I think the important think about the article feedback tool is that hopefully it will allow WikiProjects to prioritise article improvements. Let's say you are involved with WikiProject Philosophy: it'd be really useful to get a list of all the philosophy articles with article feedback statistics mixed in. If we have an article that is getting very variable ratings, going up and down all over the place, that's a useful measure for having passionate readers. If there's an article with organically occurring high ratings from the readers, that is something the WikiProject should collectively consider pushing towards Good Article or Featured Article.

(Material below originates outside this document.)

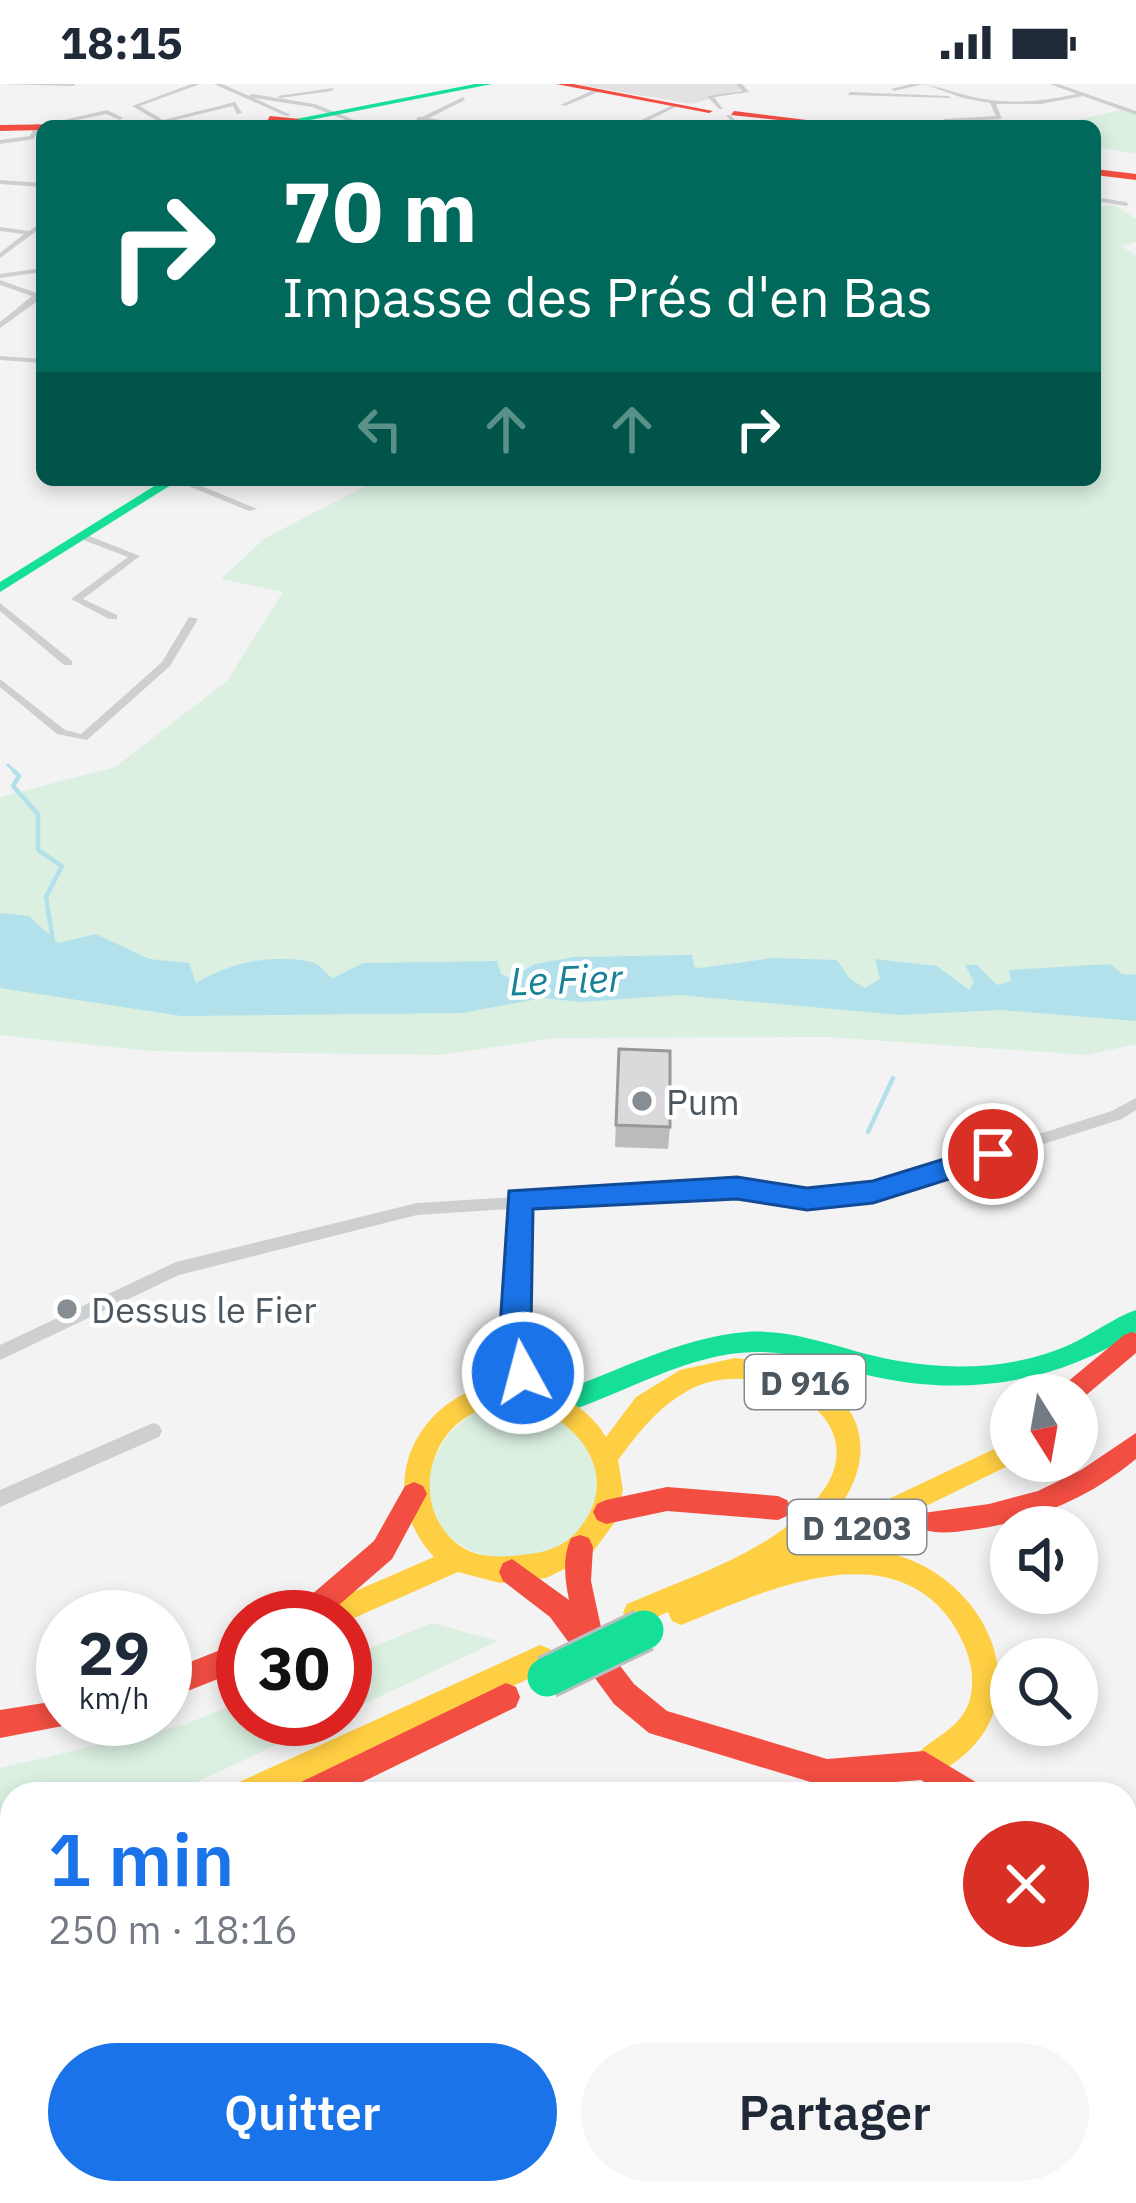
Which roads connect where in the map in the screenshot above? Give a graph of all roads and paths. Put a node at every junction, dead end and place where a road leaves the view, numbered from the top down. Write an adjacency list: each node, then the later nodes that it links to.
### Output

The problem is we get the 'Bieber problem': people voting on the basis of their views of the article's subject rather than the article, so people who love Justin Bieber upvote it and people who loathe him downvote it, even though we are asking whether they think the article is good. The negative side is worse here: people downvoting the article as a kind of 'delete' vote - they think that saying the article is poor quality because we are giving too much coverage to a subject we shouldn't be giving coverage to.
There is a good side though: we can use the different categories quite usefully. If we have an article that is highly rated in three of the four criteria but not so well rated in another, that's potentially something we could flag up to WikiProjects as an area for improvement.
The article feedback tool is just that... a tool we can use to feed back into the project. It shouldn't ever be an end in itself.